The European Data Protection Supervisor calls for a pan-European model “COVID-19 mobile application”, coordinated at EU level and in coordination with the World Health Organisation, to ensure data protection by design globally from the start.
The mobile app would track the spread of the new coronavirus instead of the current apps used in various EU countries which could breach people’s privacy rights.
A number of EU Member States have or are in the process of developing mobile applications that use different approaches to protect public health, involving the processing of personal data in different ways. The use of temporary broadcast identifiersand bluetooth technology for contact tracing seems to be a useful path to achieve privacy and personal data protection effectively.
EDPS calls technology developers currently working on effective measures in the fight against the coronavirus pandemic to ensure data protection from the start, e.g. by applying data protection by design principles.
The EDPS and the data protection community will assist technology developers in this collective endeavour.
"Legality, transparency and proportionality should accompany any measures designed to fight the covid-19 pandemic.
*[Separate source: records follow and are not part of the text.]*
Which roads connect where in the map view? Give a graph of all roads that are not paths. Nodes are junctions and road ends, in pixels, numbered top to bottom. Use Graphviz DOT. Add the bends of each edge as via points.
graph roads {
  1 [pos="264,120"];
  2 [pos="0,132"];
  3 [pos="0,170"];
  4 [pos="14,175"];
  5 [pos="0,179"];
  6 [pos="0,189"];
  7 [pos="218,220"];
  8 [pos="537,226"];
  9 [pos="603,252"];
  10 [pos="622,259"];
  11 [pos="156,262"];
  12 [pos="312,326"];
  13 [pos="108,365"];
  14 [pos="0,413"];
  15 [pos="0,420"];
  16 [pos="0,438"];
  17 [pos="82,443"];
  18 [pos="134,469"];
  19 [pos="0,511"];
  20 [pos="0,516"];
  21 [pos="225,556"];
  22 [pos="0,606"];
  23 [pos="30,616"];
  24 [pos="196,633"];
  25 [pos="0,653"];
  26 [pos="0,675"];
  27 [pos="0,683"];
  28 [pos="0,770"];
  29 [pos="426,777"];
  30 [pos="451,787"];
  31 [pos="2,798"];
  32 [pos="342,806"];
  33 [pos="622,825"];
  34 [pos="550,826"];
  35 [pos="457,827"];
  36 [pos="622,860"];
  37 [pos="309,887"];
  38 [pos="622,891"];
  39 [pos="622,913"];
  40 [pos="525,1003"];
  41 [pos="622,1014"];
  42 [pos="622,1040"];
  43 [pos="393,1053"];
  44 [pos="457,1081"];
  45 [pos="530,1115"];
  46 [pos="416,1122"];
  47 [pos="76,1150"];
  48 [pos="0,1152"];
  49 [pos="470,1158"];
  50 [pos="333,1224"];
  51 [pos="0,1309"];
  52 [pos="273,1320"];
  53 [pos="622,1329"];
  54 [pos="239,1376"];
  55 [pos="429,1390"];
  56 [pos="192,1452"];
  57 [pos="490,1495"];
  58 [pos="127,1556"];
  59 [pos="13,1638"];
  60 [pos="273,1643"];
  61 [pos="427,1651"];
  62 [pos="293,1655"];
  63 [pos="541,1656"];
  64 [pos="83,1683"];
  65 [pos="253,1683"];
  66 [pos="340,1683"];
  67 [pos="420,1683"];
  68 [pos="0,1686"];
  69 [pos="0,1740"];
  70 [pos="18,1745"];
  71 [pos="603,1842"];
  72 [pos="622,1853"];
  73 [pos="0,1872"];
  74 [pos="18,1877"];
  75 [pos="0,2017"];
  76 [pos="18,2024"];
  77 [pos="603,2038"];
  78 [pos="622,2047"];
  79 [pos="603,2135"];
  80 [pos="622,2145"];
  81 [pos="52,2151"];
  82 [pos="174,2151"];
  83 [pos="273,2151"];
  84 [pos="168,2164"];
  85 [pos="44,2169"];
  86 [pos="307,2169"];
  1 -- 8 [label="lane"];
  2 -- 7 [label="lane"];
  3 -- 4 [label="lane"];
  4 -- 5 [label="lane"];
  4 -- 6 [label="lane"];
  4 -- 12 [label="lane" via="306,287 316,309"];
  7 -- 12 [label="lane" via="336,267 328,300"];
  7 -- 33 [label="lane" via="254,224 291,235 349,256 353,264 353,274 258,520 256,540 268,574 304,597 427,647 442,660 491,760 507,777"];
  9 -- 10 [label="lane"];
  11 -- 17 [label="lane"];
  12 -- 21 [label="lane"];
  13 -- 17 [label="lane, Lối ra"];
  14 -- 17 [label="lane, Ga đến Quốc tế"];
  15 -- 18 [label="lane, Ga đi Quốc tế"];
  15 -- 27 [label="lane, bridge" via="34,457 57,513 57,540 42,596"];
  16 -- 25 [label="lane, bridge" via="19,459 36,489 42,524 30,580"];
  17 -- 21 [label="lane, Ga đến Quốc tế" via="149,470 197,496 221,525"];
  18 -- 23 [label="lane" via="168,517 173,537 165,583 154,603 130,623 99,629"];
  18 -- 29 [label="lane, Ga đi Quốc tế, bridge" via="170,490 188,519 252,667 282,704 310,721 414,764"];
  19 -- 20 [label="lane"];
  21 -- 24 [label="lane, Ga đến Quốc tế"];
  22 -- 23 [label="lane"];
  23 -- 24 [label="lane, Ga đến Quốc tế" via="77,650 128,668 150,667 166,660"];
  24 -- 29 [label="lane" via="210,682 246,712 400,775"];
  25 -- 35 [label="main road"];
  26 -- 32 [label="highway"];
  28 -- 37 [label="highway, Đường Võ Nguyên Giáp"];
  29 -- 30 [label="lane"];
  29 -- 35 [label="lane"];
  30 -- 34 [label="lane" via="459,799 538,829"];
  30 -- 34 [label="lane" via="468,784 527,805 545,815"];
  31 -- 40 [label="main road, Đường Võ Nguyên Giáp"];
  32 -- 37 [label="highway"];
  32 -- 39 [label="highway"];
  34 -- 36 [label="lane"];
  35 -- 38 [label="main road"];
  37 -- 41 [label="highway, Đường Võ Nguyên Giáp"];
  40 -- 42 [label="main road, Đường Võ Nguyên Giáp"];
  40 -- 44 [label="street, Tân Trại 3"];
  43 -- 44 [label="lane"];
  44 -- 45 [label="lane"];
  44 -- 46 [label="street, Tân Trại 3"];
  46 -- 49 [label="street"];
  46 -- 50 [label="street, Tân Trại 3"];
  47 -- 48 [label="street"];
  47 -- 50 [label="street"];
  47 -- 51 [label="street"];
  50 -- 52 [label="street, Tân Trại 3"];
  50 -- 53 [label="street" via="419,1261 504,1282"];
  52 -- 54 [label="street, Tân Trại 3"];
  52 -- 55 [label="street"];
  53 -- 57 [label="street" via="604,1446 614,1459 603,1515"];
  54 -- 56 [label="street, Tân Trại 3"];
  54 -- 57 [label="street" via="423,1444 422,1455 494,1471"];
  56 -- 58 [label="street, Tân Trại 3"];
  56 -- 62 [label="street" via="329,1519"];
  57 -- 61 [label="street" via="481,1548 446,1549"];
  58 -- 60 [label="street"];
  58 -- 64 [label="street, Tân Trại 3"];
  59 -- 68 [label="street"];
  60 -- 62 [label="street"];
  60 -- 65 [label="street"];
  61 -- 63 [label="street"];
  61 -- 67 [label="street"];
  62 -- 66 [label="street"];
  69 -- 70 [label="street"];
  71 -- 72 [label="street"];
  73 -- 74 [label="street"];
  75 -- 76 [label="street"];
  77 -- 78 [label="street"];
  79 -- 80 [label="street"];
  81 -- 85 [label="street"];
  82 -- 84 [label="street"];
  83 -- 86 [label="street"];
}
In our endeavor, we shall recall the words of the President of the Court of Justice -judge Lenaerts when he stated that the law “restricts the authorities in the exercise of their powers by requiring a balance to be struck between the means used and the intended aim (or result reached)”", said Wojciech Wiewiórowski, the head of the EU privacy watchdog.
The European data protection authorities have formulated a list of requirements for surveillance mechanisms that interfere with the right to privacy and data protection. Four relevant pillars of accepted activity at the time of rising insecurity – known as ‘European Essential Guarantees’ – have been described. They consist of:
a.the requirement that the processing should be based on clear, precise and accessible rules;
b.demonstration of the necessity and proportionality with regard to the legitimate objectives pursued;
c.existence of an independent oversight mechanism as well as
d. availability of effective remedies to the individual
SDPS says that solutions that will be prepared – both technological, organizational and legal – "have to serve the principle that personal data may only be processed for specified legitimate purposes, where necessary for these purposes, and not used in a way incompatible with those purposes."
Germany threw its weight behind a proposed technology platform, unveiled last week, that would make it possible to roll out apps that can help trace the path of infection across borders while preserving privacy.
The initiative, called Pan-European Privacy Preserving Proximity Tracing (PEPP-PT), brings together more than 130 researchers from eight countries and broadly follows the approach taken by Singapore’s TraceTogether app.
PEPP-PT is expected to launch its platform this week with a German coronavirus contact tracing app.
Austria’s Red Cross has already launched a Stop Corona app that makes use of Bluetooth connections between smartphones and has been downloaded by hundreds of thousands of people.
Ireland and Poland have announced similar national initiatives, adding to the impression that EU-wide coordination is lacking.